How was this study done?
Four experiments with undergraduate participants involved a sad mood induction, a manipulation of personal deservingness, or both.
From the first experiment, the induction of sad mood, it was learned that when they are sad, HSEs and LSEs differ: LSEs report being less motivated to feel better, less deserving of a good mood, and feeling that their sad mood is more typical of them. LSEs and HSEs do not differ in their mood regulation when they are in neutral mood states, but only when they experience a departure from that affective baseline—in the sad direction.
LSEs appear to be less motivated than HSEs to improve their moods, then, in part because they have more doubts about whether they deserve to feel better and in part because they are more accustomed to sad moods.

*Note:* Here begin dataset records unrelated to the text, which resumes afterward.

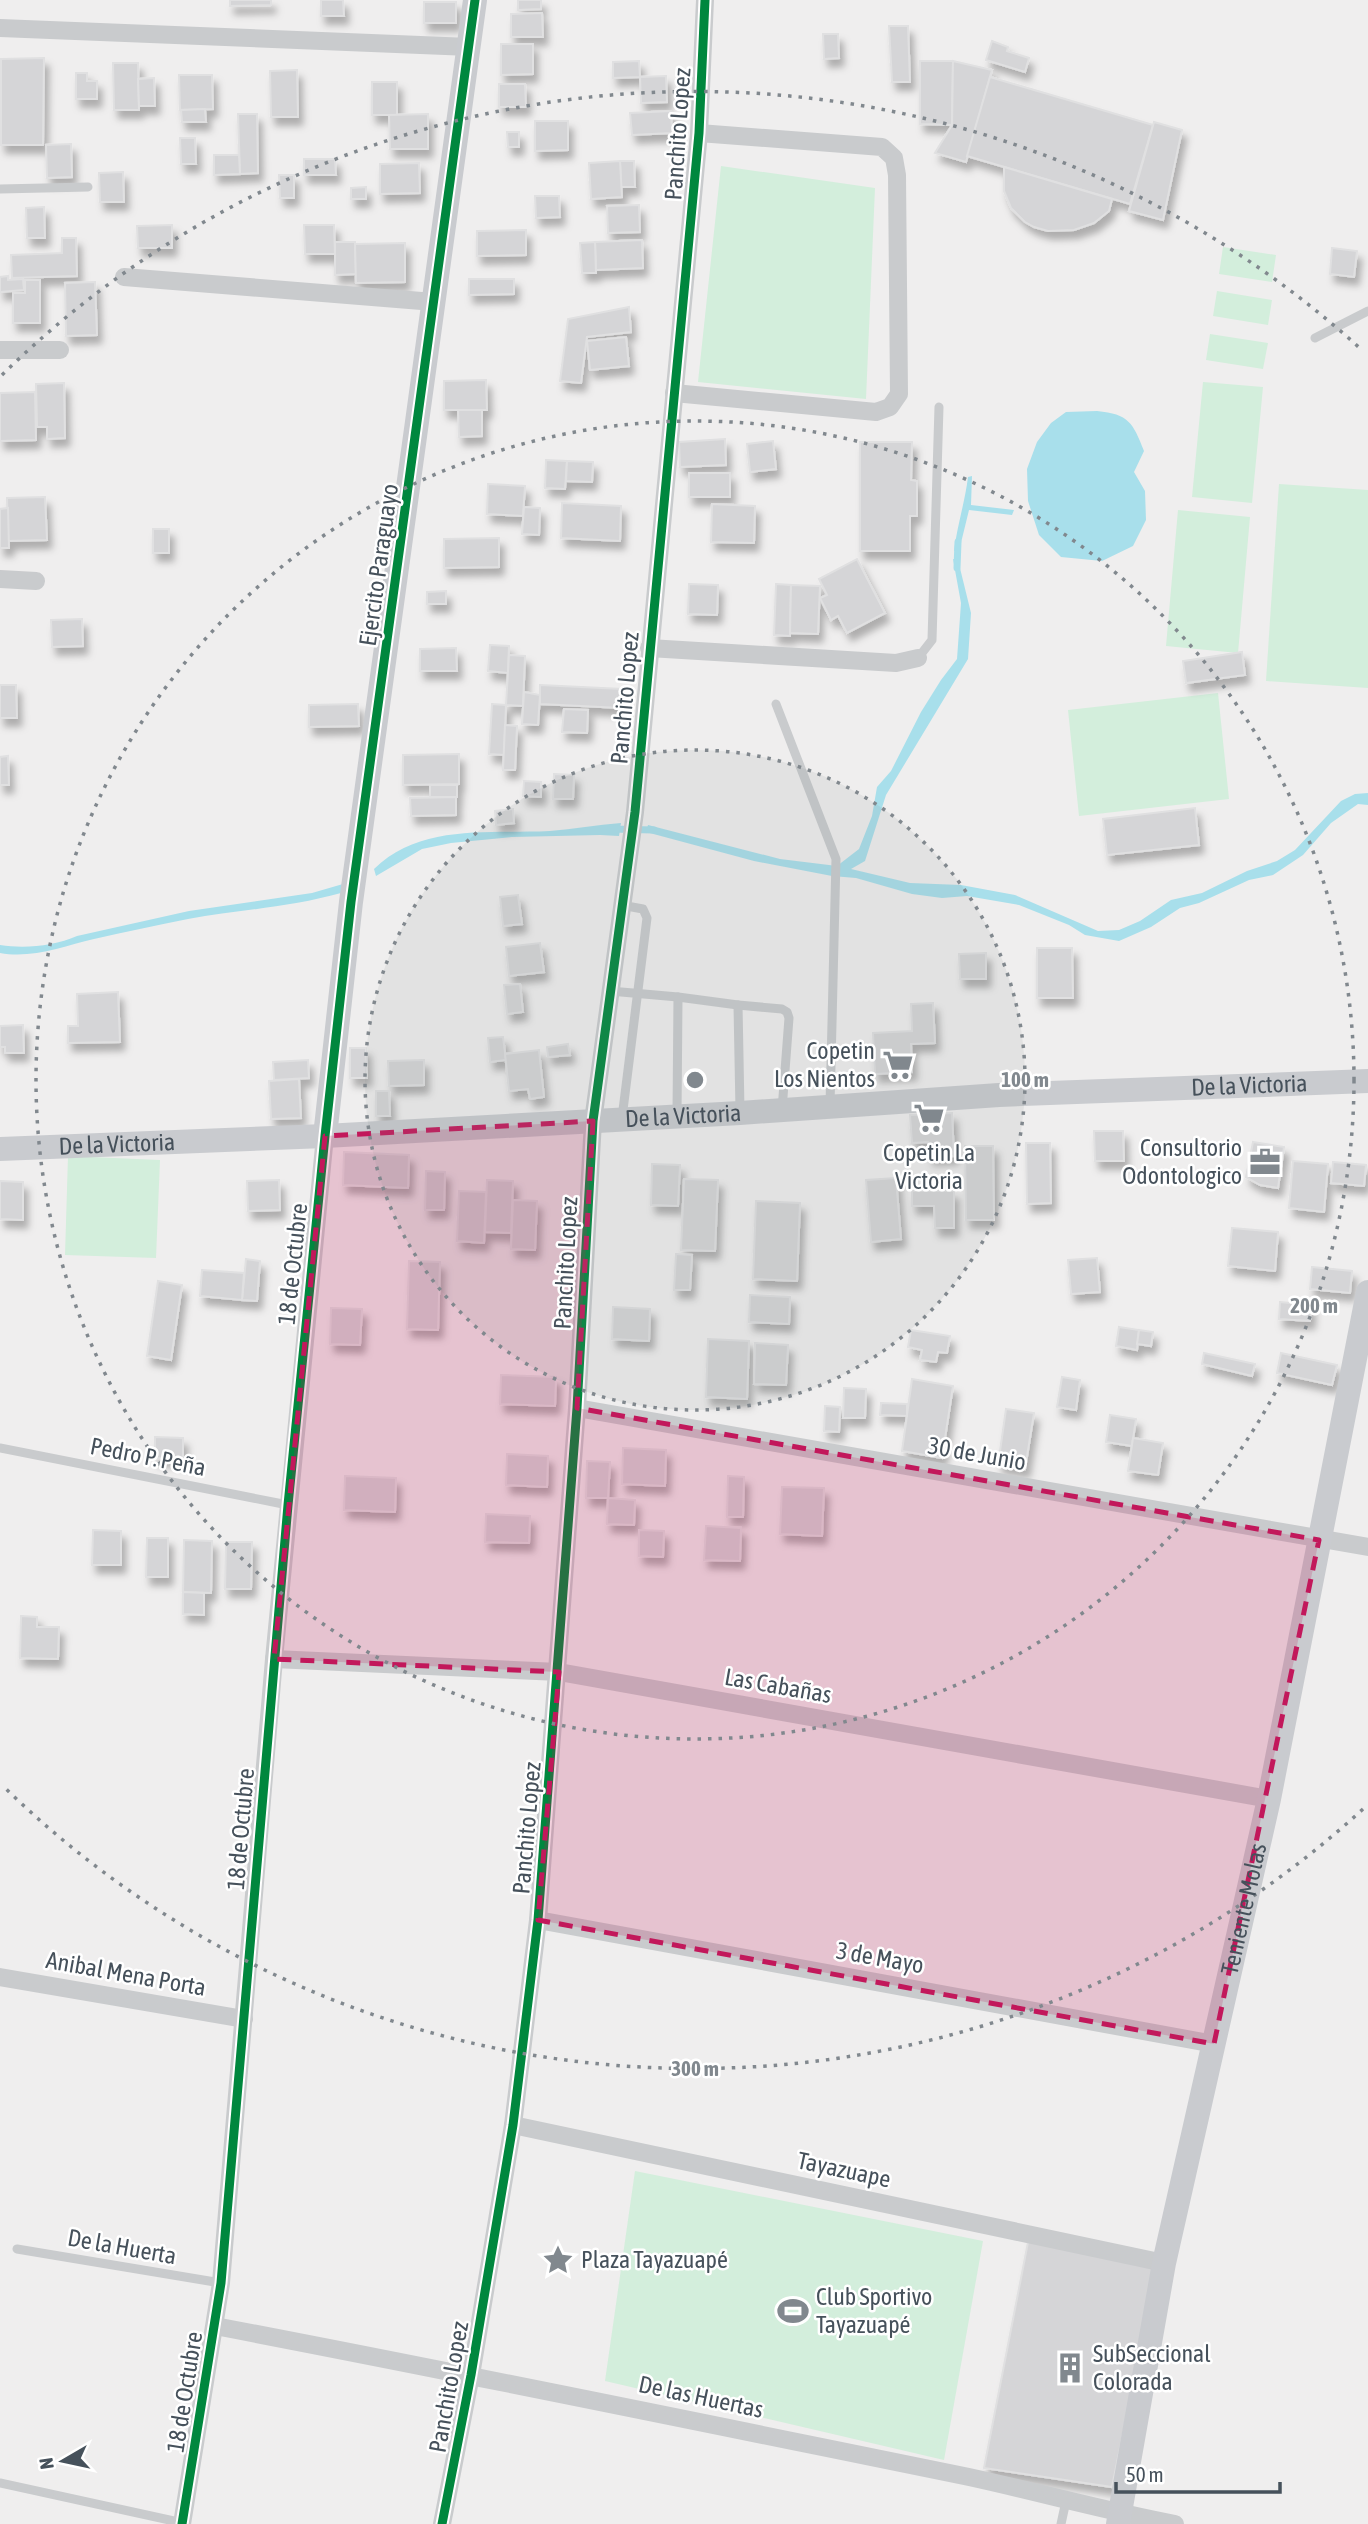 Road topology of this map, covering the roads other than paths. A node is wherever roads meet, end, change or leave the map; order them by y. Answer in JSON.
{"nodes":[{"id":1,"x":475,"y":0,"type":"edge"},
{"id":2,"x":705,"y":0,"type":"edge"},
{"id":3,"x":0,"y":28,"type":"edge"},
{"id":4,"x":470,"y":47,"type":"junction"},
{"id":5,"x":699,"y":133,"type":"junction"},
{"id":6,"x":88,"y":187,"type":"dead end"},
{"id":7,"x":0,"y":189,"type":"edge"},
{"id":8,"x":124,"y":278,"type":"dead end"},
{"id":9,"x":435,"y":302,"type":"junction"},
{"id":10,"x":1368,"y":311,"type":"edge"},
{"id":11,"x":1315,"y":338,"type":"dead end"},
{"id":12,"x":0,"y":350,"type":"edge"},
{"id":13,"x":60,"y":350,"type":"dead end"},
{"id":14,"x":674,"y":393,"type":"junction"},
{"id":15,"x":939,"y":407,"type":"dead end"},
{"id":16,"x":0,"y":579,"type":"edge"},
{"id":17,"x":36,"y":581,"type":"dead end"},
{"id":18,"x":649,"y":648,"type":"junction"},
{"id":19,"x":918,"y":658,"type":"joint"},
{"id":20,"x":776,"y":704,"type":"dead end"},
{"id":21,"x":621,"y":905,"type":"junction"},
{"id":22,"x":610,"y":991,"type":"junction"},
{"id":23,"x":637,"y":993,"type":"junction"},
{"id":24,"x":678,"y":997,"type":"junction"},
{"id":25,"x":738,"y":1005,"type":"junction"},
{"id":26,"x":1368,"y":1081,"type":"edge"},
{"id":27,"x":830,"y":1107,"type":"junction"},
{"id":28,"x":782,"y":1110,"type":"junction"},
{"id":29,"x":740,"y":1113,"type":"junction"},
{"id":30,"x":677,"y":1116,"type":"junction"},
{"id":31,"x":622,"y":1120,"type":"junction"},
{"id":32,"x":593,"y":1121,"type":"junction"},
{"id":33,"x":325,"y":1136,"type":"junction"},
{"id":34,"x":0,"y":1149,"type":"edge"},
{"id":35,"x":1368,"y":1292,"type":"edge"},
{"id":36,"x":577,"y":1408,"type":"junction"},
{"id":37,"x":0,"y":1448,"type":"edge"},
{"id":38,"x":288,"y":1505,"type":"junction"},
{"id":39,"x":1319,"y":1540,"type":"junction"},
{"id":40,"x":1368,"y":1547,"type":"edge"},
{"id":41,"x":274,"y":1658,"type":"junction"},
{"id":42,"x":559,"y":1672,"type":"junction"},
{"id":43,"x":1269,"y":1799,"type":"junction"},
{"id":44,"x":538,"y":1920,"type":"junction"},
{"id":45,"x":0,"y":1977,"type":"edge"},
{"id":46,"x":244,"y":2019,"type":"junction"},
{"id":47,"x":1214,"y":2044,"type":"junction"},
{"id":48,"x":513,"y":2125,"type":"junction"},
{"id":49,"x":17,"y":2249,"type":"dead end"},
{"id":50,"x":1164,"y":2263,"type":"junction"},
{"id":51,"x":220,"y":2283,"type":"junction"},
{"id":52,"x":215,"y":2326,"type":"junction"},
{"id":53,"x":471,"y":2375,"type":"junction"},
{"id":54,"x":0,"y":2483,"type":"edge"},
{"id":55,"x":1066,"y":2501,"type":"junction"},
{"id":56,"x":1119,"y":2519,"type":"edge"},
{"id":57,"x":183,"y":2523,"type":"edge"},
{"id":58,"x":442,"y":2524,"type":"edge"},
{"id":59,"x":1061,"y":2524,"type":"edge"},
{"id":60,"x":1175,"y":2524,"type":"edge"}],
"edges":[{"from":1,"to":4,"type":"street","name":"Ejercito Paraguayo"},
{"from":2,"to":5,"type":"street","name":"Panchito Lopez"},
{"from":3,"to":4,"type":"street"},
{"from":4,"to":9,"type":"street","name":"Ejercito Paraguayo"},
{"from":5,"to":14,"type":"street","name":"Panchito Lopez"},
{"from":5,"to":14,"type":"street"},
{"from":6,"to":7,"type":"lane"},
{"from":8,"to":9,"type":"street"},
{"from":9,"to":33,"type":"street","name":"Ejercito Paraguayo"},
{"from":10,"to":11,"type":"lane"},
{"from":12,"to":13,"type":"street"},
{"from":14,"to":18,"type":"street","name":"Panchito Lopez"},
{"from":15,"to":19,"type":"lane"},
{"from":16,"to":17,"type":"street"},
{"from":18,"to":19,"type":"street"},
{"from":18,"to":21,"type":"street","name":"Panchito Lopez"},
{"from":20,"to":27,"type":"lane"},
{"from":21,"to":22,"type":"street","name":"Panchito Lopez"},
{"from":21,"to":23,"type":"lane"},
{"from":22,"to":23,"type":"lane"},
{"from":22,"to":32,"type":"street","name":"Panchito Lopez"},
{"from":23,"to":24,"type":"lane"},
{"from":23,"to":31,"type":"lane"},
{"from":24,"to":25,"type":"lane"},
{"from":24,"to":30,"type":"lane"},
{"from":25,"to":28,"type":"lane"},
{"from":25,"to":29,"type":"lane"},
{"from":26,"to":27,"type":"street","name":"De la Victoria"},
{"from":27,"to":28,"type":"street","name":"De la Victoria"},
{"from":28,"to":29,"type":"street","name":"De la Victoria"},
{"from":29,"to":30,"type":"street","name":"De la Victoria"},
{"from":30,"to":31,"type":"street","name":"De la Victoria"},
{"from":31,"to":32,"type":"street","name":"De la Victoria"},
{"from":32,"to":33,"type":"street","name":"De la Victoria"},
{"from":32,"to":36,"type":"street","name":"Panchito Lopez"},
{"from":33,"to":34,"type":"street","name":"De la Victoria"},
{"from":33,"to":38,"type":"street","name":"18 de Octubre"},
{"from":35,"to":39,"type":"street","name":"Teniente Molas"},
{"from":36,"to":39,"type":"street","name":"30 de Junio"},
{"from":36,"to":42,"type":"street","name":"Panchito Lopez"},
{"from":37,"to":38,"type":"lane","name":"Pedro P. Peña"},
{"from":38,"to":41,"type":"street","name":"18 de Octubre"},
{"from":39,"to":40,"type":"street","name":"30 de Junio"},
{"from":39,"to":43,"type":"street","name":"Teniente Molas"},
{"from":41,"to":42,"type":"street","name":"Las Cabañas"},
{"from":41,"to":46,"type":"street","name":"18 de Octubre"},
{"from":42,"to":43,"type":"street","name":"Las Cabañas"},
{"from":42,"to":44,"type":"street","name":"Panchito Lopez"},
{"from":43,"to":47,"type":"street","name":"Teniente Molas"},
{"from":44,"to":47,"type":"street","name":"3 de Mayo"},
{"from":44,"to":48,"type":"street","name":"Panchito Lopez"},
{"from":45,"to":46,"type":"street","name":"Anibal Mena Porta"},
{"from":46,"to":51,"type":"street","name":"18 de Octubre"},
{"from":47,"to":50,"type":"street","name":"Teniente Molas"},
{"from":48,"to":50,"type":"street","name":"Tayazuape"},
{"from":48,"to":53,"type":"street","name":"Panchito Lopez"},
{"from":49,"to":51,"type":"lane","name":"De la Huerta"},
{"from":50,"to":56,"type":"street","name":"Teniente Molas"},
{"from":51,"to":52,"type":"street","name":"18 de Octubre"},
{"from":52,"to":53,"type":"street","name":"De las Huertas"},
{"from":52,"to":57,"type":"street","name":"18 de Octubre"},
{"from":53,"to":55,"type":"street","name":"De las Huertas"},
{"from":53,"to":58,"type":"street","name":"Panchito Lopez"},
{"from":54,"to":57,"type":"lane"},
{"from":55,"to":56,"type":"street","name":"De las Huertas"},
{"from":55,"to":59,"type":"lane"},
{"from":56,"to":60,"type":"street","name":"De las Huertas"}]}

In the other experiments deservingness was manipulated. In experiment 2 rejection was invoked on the participants by asking them and make them imagine situations in which rejection played a role and focusing on personal flaws. LSEs in the rejection condition felt less deserving than did LSEs in the neutral condition, but HSEs did not differ between conditions.
In the third experiment although the rejection condition undermined both LSEs’ and HSEs’ feelings of deservingness, HSEs managed to maintain their motivation to improve their mood. Low feelings of deservingness are not a barrier to mood repair for HSEs.

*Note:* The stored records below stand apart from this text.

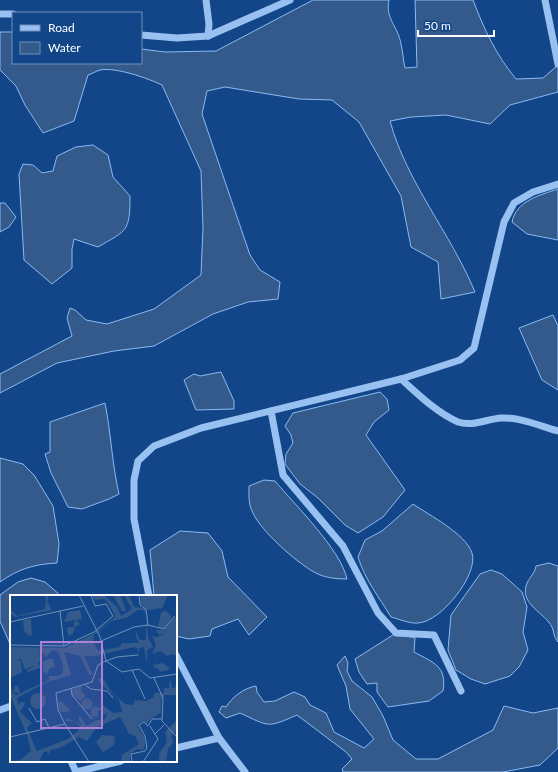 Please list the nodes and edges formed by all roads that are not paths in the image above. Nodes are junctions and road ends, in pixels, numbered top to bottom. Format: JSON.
{"nodes":[{"id":1,"x":206,"y":0,"type":"edge"},
{"id":2,"x":290,"y":0,"type":"edge"},
{"id":3,"x":545,"y":0,"type":"edge"},
{"id":4,"x":0,"y":14,"type":"edge"},
{"id":5,"x":12,"y":14,"type":"edge"},
{"id":6,"x":142,"y":36,"type":"edge"},
{"id":7,"x":208,"y":36,"type":"junction"},
{"id":8,"x":558,"y":64,"type":"edge"},
{"id":9,"x":558,"y":184,"type":"edge"},
{"id":10,"x":401,"y":379,"type":"junction"},
{"id":11,"x":271,"y":411,"type":"junction"},
{"id":12,"x":558,"y":431,"type":"edge"},
{"id":13,"x":149,"y":595,"type":"edge"},
{"id":14,"x":177,"y":657,"type":"edge"},
{"id":15,"x":461,"y":691,"type":"dead end"},
{"id":16,"x":10,"y":706,"type":"edge"},
{"id":17,"x":0,"y":710,"type":"edge"},
{"id":18,"x":219,"y":738,"type":"junction"},
{"id":19,"x":177,"y":748,"type":"edge"},
{"id":20,"x":71,"y":762,"type":"edge"},
{"id":21,"x":117,"y":762,"type":"edge"},
{"id":22,"x":76,"y":772,"type":"edge"},
{"id":23,"x":244,"y":772,"type":"edge"}],
"edges":[{"from":1,"to":7,"type":"street"},
{"from":2,"to":7,"type":"street"},
{"from":3,"to":8,"type":"street"},
{"from":4,"to":5,"type":"street"},
{"from":6,"to":7,"type":"street"},
{"from":9,"to":10,"type":"street"},
{"from":10,"to":11,"type":"street"},
{"from":10,"to":12,"type":"street"},
{"from":11,"to":13,"type":"street"},
{"from":11,"to":15,"type":"street"},
{"from":14,"to":18,"type":"street"},
{"from":16,"to":17,"type":"street"},
{"from":18,"to":19,"type":"street"},
{"from":18,"to":23,"type":"street"},
{"from":20,"to":22,"type":"street"},
{"from":21,"to":22,"type":"street"}]}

In experiment 4, they induced sad moods in all participants, manipulated their feelings of deservingness through the same manipulation as in experiments 2 and 3, and measured their motivation to improve their moods by letting the participants select a videotape to watch from an array of videotapes that varied in their mood-enhancing potential. They predicted that participants in the rejection condition would be less interested in watching a funny videotape than those in the neutral condition because they would feel relatively undeserving of a better mood. In this experiment rejection participants expressed less motivation to watch the comedy video than did neutral participants.
In summary, Study 4 yielded experimental evidence for deservingness beliefs as a contributor to LSEs’ relatively low motivation to improve sad moods. Sad LSE participants induced to feel especially undeserving of desirable outcomes expressed less interest in doing something to lift their spirits than did sad LSE participants not so induced. This finding indicates that feelings of low deservingness underlie, at least in part, LSEs’ relatively low motivation to improve sad moods.
People with LSEs feel less deserving of positive outcomes and of positive moods than do HSEs, feelings of personal deservingness can vary with the situation, and be lowered through reminders of social rejection and personal flaws, and feeling relatively undeserving dampens LSEs’, but not HSEs’, motivation to repair sad moods.
Depressed patients compared to LSE’s and HSE’s when given a choice between receiving relatively favorable or unfavorable feedback, preferred unfavorable feedback. In contrast, high self-esteem participants preferred favorable feedback, and low self-esteem participants preferred favorable and unfavorable feedback equally. It is unclear whether this is a state or a trait characteristic for depressed patients. Follow up research previous to the depression and assessment after recovery are needed.
Now why is this important?
This kind of research demystifies certain basic assumptions and negative feelings in depressed patients. These theories could be good starting points for psychotherapy, what do you think?
Joanne V. Wood, Sara A. Heimpel, Laurie A. Manwell, Elizabeth J. Whittington (2009). This mood is familiar and I don’t deserve to feel better anyway: Mechanisms underlying self-esteem differences in motivation to repair sad moods. Journal of Personality and Social Psychology, 96 (2), 363-380 DOI: 10.1037/a0012881
Self-verification in clinical depression: The desire for negative evaluation. Giesler, R. Brian; Josephs, Robert A.; Swann Jr., William B.Journal of Abnormal Psychology. Vol 105(3), Aug 1996, 358-368.